(RECORDS SHOWN)

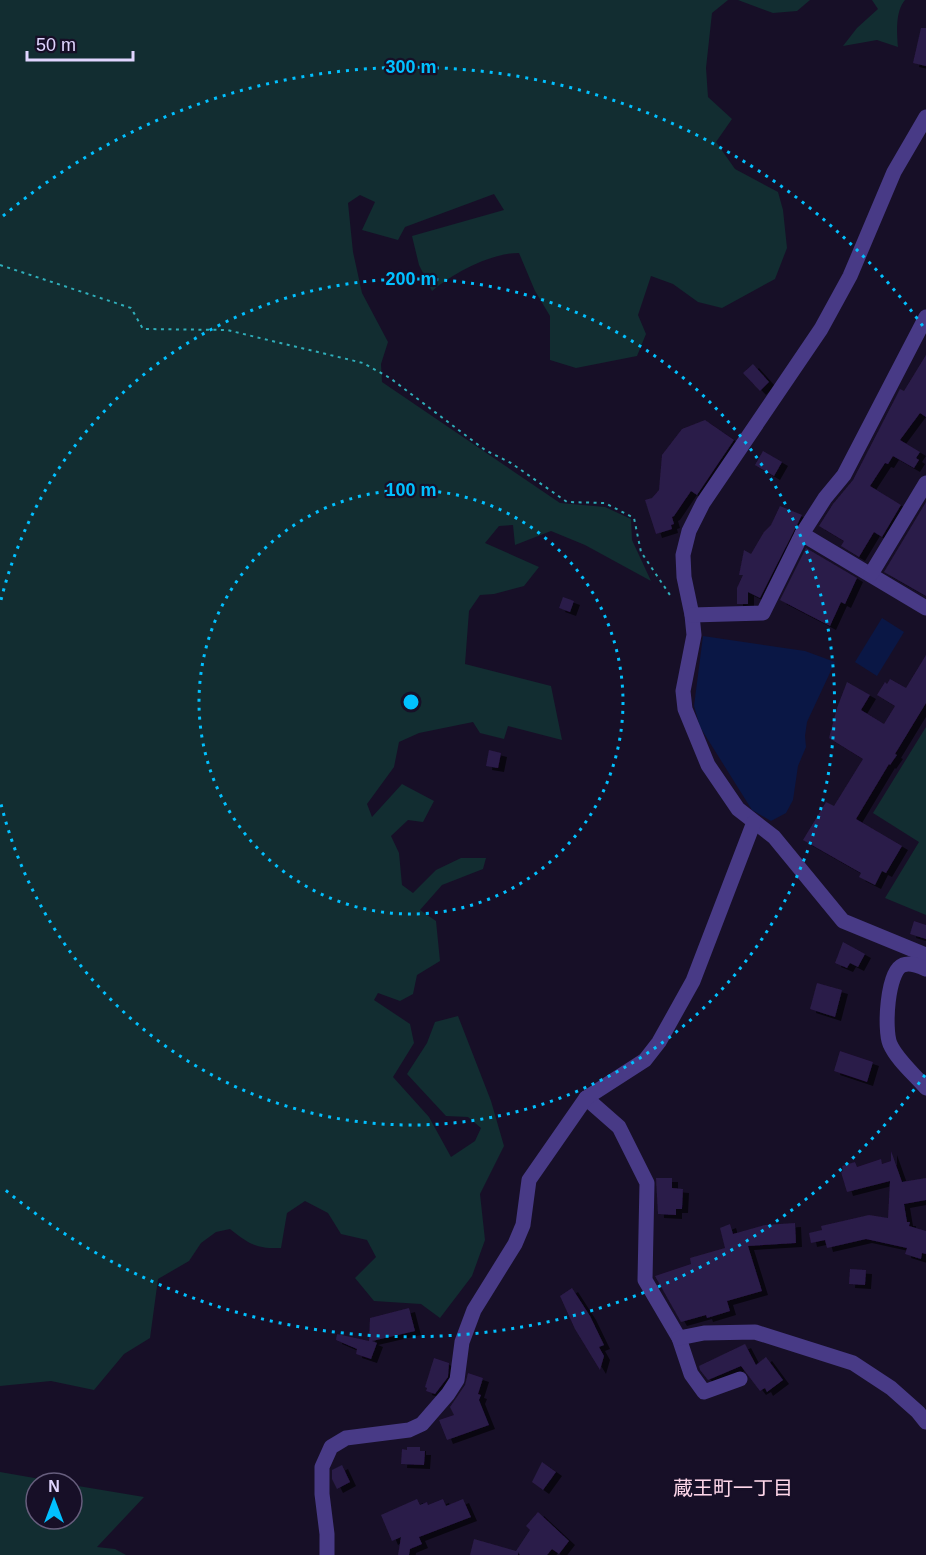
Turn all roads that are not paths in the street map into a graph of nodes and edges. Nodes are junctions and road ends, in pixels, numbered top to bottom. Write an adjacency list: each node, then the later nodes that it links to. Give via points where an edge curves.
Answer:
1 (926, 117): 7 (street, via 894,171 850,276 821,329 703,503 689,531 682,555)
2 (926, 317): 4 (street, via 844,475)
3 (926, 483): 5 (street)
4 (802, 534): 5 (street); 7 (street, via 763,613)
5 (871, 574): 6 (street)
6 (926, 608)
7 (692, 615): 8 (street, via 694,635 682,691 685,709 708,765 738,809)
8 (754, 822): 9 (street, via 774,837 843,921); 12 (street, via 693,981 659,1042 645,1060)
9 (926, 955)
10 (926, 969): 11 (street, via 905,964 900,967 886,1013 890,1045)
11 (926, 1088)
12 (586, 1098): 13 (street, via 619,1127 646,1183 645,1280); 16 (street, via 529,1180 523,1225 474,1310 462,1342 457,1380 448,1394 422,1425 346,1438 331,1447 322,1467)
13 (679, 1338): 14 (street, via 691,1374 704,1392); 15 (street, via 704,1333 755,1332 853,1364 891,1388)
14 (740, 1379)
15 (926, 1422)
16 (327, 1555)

(End RECORDS SHOWN)
(RECORDS SHOWN)

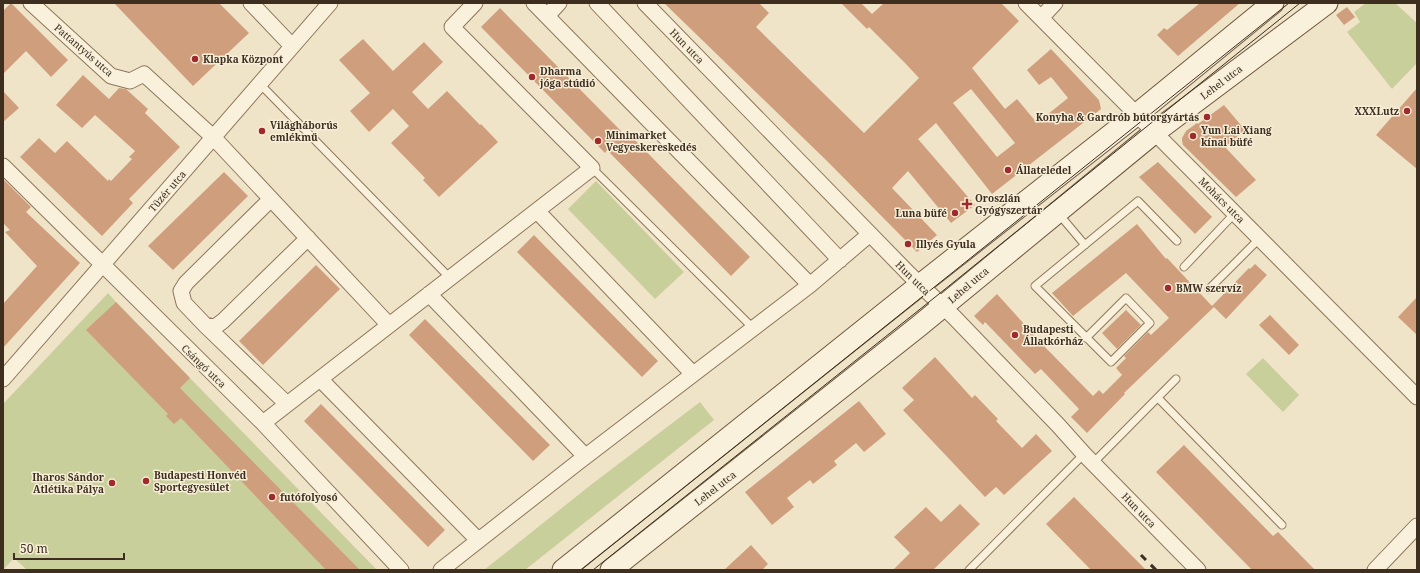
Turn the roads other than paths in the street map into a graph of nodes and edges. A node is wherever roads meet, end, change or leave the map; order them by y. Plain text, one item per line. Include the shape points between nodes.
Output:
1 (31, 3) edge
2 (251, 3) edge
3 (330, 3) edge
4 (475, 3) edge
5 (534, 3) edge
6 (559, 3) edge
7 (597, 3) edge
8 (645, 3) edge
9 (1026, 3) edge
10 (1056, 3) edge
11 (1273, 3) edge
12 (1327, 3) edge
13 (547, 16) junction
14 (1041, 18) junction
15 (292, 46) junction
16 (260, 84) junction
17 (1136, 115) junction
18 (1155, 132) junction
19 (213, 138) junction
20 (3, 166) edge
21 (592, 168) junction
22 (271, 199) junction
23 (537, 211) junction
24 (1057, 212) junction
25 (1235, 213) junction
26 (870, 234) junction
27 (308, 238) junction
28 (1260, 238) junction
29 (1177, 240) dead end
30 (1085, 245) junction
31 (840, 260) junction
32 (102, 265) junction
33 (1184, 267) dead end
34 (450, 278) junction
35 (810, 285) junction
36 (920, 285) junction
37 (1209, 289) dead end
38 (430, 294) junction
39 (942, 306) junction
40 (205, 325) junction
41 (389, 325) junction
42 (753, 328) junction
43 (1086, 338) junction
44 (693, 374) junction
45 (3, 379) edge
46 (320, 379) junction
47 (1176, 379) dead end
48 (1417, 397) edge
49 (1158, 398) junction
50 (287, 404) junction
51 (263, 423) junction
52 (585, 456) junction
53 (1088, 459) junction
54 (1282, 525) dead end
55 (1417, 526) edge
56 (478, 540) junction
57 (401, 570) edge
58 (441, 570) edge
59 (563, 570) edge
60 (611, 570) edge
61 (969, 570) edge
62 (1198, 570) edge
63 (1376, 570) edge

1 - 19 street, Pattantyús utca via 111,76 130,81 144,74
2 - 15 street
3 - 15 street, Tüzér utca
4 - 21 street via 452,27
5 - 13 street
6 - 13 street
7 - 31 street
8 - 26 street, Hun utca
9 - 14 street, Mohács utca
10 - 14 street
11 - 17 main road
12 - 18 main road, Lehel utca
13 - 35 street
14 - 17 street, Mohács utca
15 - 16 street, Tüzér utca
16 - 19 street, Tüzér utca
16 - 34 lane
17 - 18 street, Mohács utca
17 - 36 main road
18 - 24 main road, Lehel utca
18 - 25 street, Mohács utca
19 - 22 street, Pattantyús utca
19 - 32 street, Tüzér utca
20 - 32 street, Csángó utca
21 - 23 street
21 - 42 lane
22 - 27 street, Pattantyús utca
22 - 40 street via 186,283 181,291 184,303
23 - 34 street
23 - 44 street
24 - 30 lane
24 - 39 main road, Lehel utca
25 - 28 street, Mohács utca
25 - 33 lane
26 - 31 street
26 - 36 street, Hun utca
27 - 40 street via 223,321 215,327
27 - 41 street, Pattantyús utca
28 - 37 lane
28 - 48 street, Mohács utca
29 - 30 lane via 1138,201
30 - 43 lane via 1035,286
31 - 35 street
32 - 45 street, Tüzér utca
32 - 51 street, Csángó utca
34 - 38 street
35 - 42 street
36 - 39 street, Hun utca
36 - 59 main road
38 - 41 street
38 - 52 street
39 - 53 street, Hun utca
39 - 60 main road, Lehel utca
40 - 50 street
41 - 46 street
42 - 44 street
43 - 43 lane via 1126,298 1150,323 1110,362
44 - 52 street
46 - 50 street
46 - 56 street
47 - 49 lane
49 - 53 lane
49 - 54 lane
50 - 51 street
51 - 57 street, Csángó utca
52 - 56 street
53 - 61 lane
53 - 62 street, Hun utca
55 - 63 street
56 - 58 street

(End RECORDS SHOWN)
(RECORDS SHOWN)

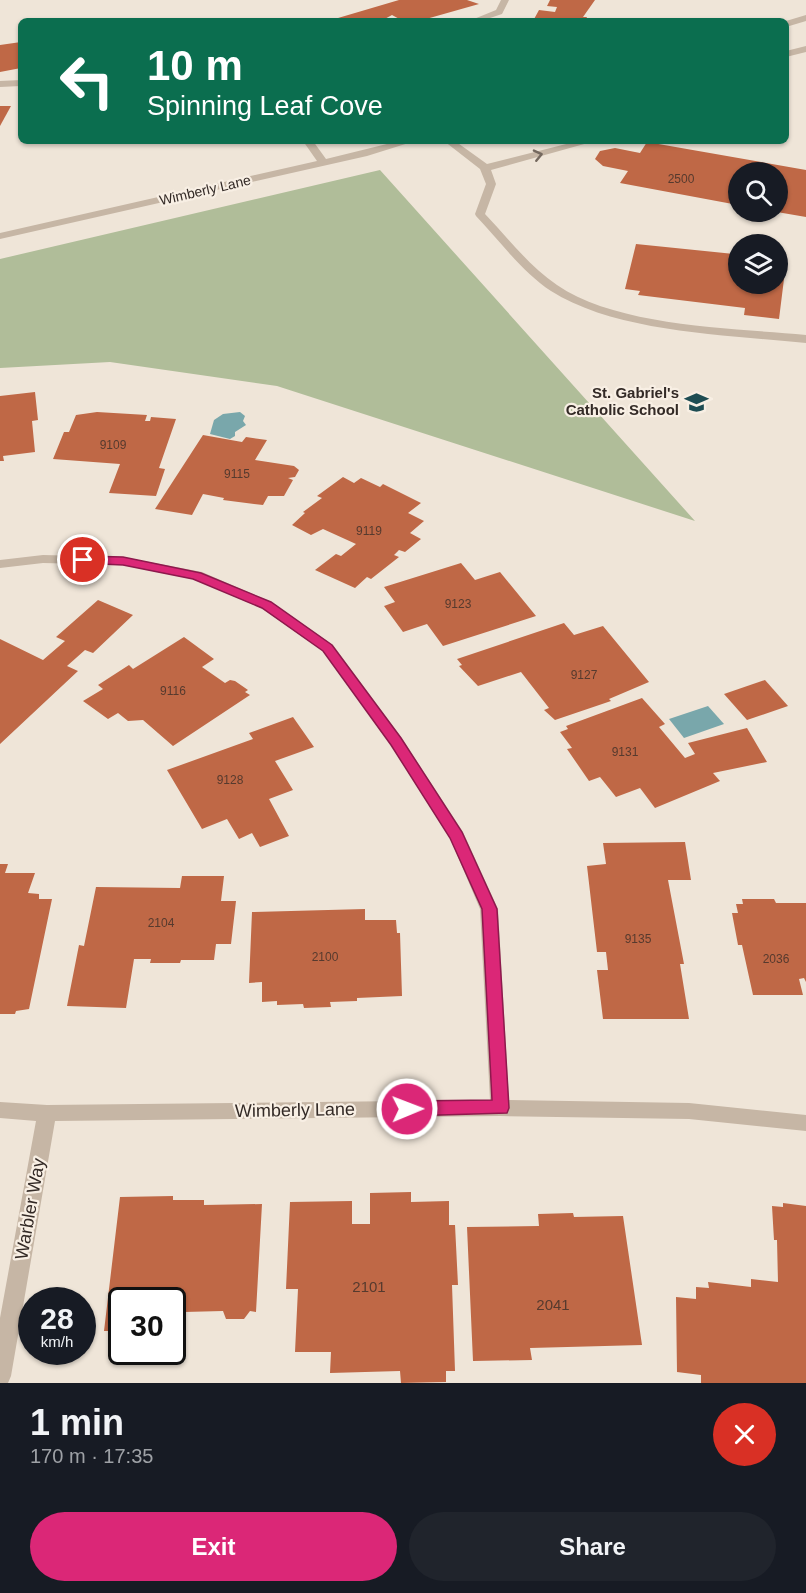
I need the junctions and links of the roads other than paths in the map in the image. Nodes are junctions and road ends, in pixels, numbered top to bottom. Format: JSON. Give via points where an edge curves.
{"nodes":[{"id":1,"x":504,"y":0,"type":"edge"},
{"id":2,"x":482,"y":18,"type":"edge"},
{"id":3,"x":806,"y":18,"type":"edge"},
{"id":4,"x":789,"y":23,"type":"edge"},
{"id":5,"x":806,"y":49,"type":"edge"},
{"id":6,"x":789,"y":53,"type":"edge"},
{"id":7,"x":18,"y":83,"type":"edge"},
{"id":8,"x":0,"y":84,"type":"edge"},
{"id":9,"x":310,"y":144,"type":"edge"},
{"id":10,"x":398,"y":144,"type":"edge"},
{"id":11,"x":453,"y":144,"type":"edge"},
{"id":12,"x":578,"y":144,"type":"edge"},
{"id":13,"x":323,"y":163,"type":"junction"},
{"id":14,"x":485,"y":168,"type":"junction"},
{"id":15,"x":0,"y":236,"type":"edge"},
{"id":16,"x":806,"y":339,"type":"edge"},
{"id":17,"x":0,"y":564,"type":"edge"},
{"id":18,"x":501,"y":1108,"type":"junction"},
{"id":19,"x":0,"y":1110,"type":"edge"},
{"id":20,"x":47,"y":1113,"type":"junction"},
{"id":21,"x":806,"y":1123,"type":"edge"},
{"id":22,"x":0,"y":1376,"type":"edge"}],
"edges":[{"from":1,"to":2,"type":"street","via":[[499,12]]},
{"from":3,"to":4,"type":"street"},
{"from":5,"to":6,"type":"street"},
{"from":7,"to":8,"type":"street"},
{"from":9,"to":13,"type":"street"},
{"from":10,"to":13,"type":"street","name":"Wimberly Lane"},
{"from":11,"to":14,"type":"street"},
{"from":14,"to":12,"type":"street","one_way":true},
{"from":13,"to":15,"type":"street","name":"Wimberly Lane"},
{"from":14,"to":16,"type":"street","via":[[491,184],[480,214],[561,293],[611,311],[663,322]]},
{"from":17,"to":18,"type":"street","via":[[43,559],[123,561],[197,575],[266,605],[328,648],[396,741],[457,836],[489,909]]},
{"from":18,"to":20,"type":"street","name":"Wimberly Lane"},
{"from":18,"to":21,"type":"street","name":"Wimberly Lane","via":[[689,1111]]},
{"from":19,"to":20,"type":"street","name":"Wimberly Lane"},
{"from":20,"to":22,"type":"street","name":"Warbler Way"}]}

(End RECORDS SHOWN)

PROBLEM DESCRIPTION - Search the entries for the word "graph" and gather every line where it appears.

RESULT OF THE EXERCISE -
Turn all roads that are not paths in the street map into a graph of nodes and edges. Nodes are junctions and road ends, in pixels, numbered top to bottom. Write an adjacency list: each node, then the later nodes that it links to. Give via points where an edge curves.
Turn the roads other than paths in the street map into a graph of nodes and edges. A node is wherever roads meet, end, change or leave the map; order them by y. Plain text, one item per line. Include the shape points between nodes.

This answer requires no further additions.